Lai See | Scientists say planet is warming at half the forecast rate
We see that recent leaks of the UN Intergovernmental Panel on Climate Change (IPCC) report due to be published later this month show that the planet has been heating up at half the rate claimed by scientists in the 2007 IPCC report.

We see that recent leaks of the UN Intergovernmental Panel on Climate Change (IPCC) report due to be published later this month show that the planet has been heating up at half the rate claimed by scientists in the 2007 IPCC report.
In that report, scientists said the planet had been warming at 0.2 degrees Celsius every decade. But the new report states the rate has only been 0.12 degrees since 1951.

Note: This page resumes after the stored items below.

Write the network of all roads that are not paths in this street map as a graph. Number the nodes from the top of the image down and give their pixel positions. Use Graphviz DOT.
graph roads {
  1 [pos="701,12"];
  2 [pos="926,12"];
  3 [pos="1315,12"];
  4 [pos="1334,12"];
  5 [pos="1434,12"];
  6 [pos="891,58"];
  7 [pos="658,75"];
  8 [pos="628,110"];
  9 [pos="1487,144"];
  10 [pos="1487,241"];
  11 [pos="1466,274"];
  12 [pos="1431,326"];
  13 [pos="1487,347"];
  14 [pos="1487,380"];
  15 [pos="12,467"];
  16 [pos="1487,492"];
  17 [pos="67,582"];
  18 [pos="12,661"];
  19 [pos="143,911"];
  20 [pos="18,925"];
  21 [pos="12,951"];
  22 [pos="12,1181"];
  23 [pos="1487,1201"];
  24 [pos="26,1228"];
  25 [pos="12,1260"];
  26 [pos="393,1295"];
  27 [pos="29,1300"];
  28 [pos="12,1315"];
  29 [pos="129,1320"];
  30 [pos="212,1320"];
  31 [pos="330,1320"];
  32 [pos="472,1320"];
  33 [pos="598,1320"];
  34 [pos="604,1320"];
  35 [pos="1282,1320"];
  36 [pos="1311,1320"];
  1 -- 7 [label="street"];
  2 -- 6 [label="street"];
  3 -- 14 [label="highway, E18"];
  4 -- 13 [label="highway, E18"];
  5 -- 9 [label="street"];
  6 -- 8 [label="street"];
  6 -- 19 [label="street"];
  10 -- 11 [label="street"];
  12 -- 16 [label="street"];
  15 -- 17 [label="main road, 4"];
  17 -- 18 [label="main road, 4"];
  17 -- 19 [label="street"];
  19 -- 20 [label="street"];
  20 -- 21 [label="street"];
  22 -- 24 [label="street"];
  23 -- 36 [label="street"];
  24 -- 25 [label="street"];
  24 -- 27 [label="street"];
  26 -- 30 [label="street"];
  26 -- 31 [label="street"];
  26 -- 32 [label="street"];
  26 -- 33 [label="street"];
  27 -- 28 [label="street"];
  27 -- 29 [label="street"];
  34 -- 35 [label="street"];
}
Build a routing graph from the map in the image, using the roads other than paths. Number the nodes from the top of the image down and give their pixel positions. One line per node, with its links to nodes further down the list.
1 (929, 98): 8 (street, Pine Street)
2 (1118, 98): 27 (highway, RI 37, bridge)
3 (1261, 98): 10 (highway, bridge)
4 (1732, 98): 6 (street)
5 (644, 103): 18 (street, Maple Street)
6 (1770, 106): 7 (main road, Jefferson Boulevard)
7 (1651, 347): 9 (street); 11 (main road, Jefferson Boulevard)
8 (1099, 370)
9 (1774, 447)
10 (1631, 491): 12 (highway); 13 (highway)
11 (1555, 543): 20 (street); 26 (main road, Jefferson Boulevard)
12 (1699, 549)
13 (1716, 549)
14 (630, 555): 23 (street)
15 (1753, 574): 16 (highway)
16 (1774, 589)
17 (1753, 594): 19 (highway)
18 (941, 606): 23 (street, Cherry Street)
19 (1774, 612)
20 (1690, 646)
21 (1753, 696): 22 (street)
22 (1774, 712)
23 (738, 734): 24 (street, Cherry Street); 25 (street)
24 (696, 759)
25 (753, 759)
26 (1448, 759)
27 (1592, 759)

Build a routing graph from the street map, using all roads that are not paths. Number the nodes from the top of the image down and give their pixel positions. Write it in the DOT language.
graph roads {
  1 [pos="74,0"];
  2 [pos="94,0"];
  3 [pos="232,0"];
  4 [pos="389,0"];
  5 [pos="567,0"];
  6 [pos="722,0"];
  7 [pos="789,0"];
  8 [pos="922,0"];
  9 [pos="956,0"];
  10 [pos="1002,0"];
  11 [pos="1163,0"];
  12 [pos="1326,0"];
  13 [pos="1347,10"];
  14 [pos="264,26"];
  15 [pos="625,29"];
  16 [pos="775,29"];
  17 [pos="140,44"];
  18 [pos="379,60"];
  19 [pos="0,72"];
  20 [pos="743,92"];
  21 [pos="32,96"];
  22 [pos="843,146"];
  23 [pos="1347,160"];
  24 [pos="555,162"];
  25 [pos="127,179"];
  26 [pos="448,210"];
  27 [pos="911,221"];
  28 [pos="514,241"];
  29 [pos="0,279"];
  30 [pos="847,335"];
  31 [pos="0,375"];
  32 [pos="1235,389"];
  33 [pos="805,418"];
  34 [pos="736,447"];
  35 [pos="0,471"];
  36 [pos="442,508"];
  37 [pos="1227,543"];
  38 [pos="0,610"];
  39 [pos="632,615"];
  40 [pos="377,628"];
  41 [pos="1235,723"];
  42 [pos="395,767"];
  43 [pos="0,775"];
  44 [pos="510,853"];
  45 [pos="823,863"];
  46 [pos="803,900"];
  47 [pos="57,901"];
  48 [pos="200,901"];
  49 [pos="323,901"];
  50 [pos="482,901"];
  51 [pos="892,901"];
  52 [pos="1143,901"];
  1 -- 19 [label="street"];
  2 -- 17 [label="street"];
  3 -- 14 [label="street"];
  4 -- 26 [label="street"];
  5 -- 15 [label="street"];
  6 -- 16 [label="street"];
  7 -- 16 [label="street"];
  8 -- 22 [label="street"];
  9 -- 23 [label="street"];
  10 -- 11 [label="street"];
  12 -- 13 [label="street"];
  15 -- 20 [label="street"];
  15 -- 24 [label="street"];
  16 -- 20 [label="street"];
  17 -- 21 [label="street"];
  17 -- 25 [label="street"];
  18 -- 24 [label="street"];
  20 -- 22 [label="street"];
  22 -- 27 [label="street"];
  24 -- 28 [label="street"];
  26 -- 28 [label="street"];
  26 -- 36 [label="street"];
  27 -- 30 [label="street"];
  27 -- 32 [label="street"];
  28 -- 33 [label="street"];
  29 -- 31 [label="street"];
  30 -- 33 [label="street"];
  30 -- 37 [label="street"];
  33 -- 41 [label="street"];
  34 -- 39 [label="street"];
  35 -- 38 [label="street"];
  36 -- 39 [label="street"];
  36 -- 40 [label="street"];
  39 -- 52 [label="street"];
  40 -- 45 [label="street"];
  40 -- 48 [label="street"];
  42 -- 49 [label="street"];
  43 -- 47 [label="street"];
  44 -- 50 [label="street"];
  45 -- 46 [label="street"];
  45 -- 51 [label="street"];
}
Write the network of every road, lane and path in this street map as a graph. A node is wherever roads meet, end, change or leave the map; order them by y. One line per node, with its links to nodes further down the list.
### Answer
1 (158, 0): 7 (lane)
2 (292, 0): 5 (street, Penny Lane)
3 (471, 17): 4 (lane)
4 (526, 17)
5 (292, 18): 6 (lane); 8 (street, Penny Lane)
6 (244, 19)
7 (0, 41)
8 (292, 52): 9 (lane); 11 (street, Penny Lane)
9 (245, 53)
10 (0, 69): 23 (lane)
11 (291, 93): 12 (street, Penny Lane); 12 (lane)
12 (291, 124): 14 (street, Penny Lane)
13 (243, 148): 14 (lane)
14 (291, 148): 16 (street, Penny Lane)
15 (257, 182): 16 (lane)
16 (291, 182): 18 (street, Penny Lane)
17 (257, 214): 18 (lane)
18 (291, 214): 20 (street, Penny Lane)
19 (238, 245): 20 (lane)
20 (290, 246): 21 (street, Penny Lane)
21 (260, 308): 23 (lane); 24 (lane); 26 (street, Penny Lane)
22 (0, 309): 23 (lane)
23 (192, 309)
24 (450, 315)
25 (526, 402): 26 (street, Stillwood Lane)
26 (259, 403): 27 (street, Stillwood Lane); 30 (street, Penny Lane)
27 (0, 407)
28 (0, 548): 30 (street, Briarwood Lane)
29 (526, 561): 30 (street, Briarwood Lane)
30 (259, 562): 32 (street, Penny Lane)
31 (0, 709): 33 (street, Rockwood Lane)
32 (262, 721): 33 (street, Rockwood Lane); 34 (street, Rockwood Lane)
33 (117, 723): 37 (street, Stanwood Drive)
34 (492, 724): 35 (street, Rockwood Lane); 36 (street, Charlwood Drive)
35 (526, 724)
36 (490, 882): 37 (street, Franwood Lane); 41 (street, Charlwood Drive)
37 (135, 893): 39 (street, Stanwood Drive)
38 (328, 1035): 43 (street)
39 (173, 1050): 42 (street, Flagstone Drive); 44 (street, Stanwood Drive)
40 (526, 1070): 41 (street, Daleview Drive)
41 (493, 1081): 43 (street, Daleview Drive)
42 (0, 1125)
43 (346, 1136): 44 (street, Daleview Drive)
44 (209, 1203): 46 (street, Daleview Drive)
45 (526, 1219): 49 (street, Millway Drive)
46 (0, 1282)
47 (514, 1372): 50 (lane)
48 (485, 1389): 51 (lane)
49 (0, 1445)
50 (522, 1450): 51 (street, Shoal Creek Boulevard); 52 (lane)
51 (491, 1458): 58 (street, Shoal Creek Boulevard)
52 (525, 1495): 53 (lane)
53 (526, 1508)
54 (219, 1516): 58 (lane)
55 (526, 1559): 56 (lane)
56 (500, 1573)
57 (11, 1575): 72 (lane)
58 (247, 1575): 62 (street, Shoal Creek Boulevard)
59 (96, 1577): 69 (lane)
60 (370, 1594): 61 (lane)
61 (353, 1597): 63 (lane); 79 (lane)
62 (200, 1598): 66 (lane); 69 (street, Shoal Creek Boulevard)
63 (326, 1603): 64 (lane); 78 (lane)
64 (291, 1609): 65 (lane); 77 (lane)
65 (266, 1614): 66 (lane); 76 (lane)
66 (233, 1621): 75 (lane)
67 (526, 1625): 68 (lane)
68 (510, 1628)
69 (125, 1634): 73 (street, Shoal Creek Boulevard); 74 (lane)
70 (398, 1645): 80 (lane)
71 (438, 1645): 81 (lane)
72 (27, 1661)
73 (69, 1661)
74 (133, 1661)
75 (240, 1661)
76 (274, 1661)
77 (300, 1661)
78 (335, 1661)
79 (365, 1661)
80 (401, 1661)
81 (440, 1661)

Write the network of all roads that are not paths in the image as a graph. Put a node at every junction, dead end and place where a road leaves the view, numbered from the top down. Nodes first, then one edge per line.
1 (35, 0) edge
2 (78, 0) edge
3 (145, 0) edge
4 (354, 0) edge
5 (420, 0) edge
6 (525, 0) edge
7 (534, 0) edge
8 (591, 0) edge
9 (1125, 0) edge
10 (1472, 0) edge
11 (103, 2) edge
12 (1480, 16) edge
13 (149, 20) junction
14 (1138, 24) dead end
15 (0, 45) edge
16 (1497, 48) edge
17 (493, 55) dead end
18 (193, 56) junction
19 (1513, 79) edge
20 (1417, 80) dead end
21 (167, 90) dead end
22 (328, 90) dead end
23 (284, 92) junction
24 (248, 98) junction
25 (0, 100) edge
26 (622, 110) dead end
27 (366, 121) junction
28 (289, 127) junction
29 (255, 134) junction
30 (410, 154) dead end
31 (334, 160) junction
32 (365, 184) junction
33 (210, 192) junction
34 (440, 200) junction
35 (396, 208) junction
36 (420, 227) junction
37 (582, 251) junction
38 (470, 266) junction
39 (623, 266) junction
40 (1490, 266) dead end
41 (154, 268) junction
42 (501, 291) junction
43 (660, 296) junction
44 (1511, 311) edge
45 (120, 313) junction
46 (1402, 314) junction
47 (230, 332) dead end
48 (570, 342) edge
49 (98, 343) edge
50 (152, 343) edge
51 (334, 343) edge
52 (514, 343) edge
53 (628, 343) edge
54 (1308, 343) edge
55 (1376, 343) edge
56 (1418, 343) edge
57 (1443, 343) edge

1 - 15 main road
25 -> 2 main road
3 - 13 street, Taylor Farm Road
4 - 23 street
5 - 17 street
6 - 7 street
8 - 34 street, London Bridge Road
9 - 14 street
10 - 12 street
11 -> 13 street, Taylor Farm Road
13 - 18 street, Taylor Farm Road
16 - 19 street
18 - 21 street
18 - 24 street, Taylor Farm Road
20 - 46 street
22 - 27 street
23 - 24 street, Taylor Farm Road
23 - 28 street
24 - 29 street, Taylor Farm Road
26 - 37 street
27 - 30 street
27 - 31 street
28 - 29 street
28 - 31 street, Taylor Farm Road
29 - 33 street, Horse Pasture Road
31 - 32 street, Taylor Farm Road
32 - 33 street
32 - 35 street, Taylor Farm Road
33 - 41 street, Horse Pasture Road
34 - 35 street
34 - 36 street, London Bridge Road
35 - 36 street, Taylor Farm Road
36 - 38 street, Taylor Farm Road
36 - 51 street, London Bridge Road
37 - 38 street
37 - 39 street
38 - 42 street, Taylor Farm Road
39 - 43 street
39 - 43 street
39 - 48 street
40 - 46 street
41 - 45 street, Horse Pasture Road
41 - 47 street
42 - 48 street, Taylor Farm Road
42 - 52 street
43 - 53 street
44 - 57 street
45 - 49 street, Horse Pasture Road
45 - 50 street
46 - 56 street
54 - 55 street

This is a marked departure from the apocalyptic scenarios that were forecast in earlier reports. It also has implications for policymakers that have spent billions in trying to mitigate this perceived problem.
In another striking departure, the report acknowledges that large areas of the planet were as warm between the period 950 and 1250 as they are now, despite the much lower levels of man-made carbon dioxide.
One of the central arguments of previous IPCC reports has been that man's production of carbon dioxide has contributed to half of the planet's global warming, with the rest coming from natural occurrences such as the change in sun spot activity and ocean warming cycles.
Another difficulty has been that while a quarter of the volume produced by human activity since 1750 had occurred in the past 10 years, the planet's temperature has not risen in the past 17 years. Indeed, the new report says "models do not generally reproduce the observed reduction in the surface warming trend over the last 10 to 15 years".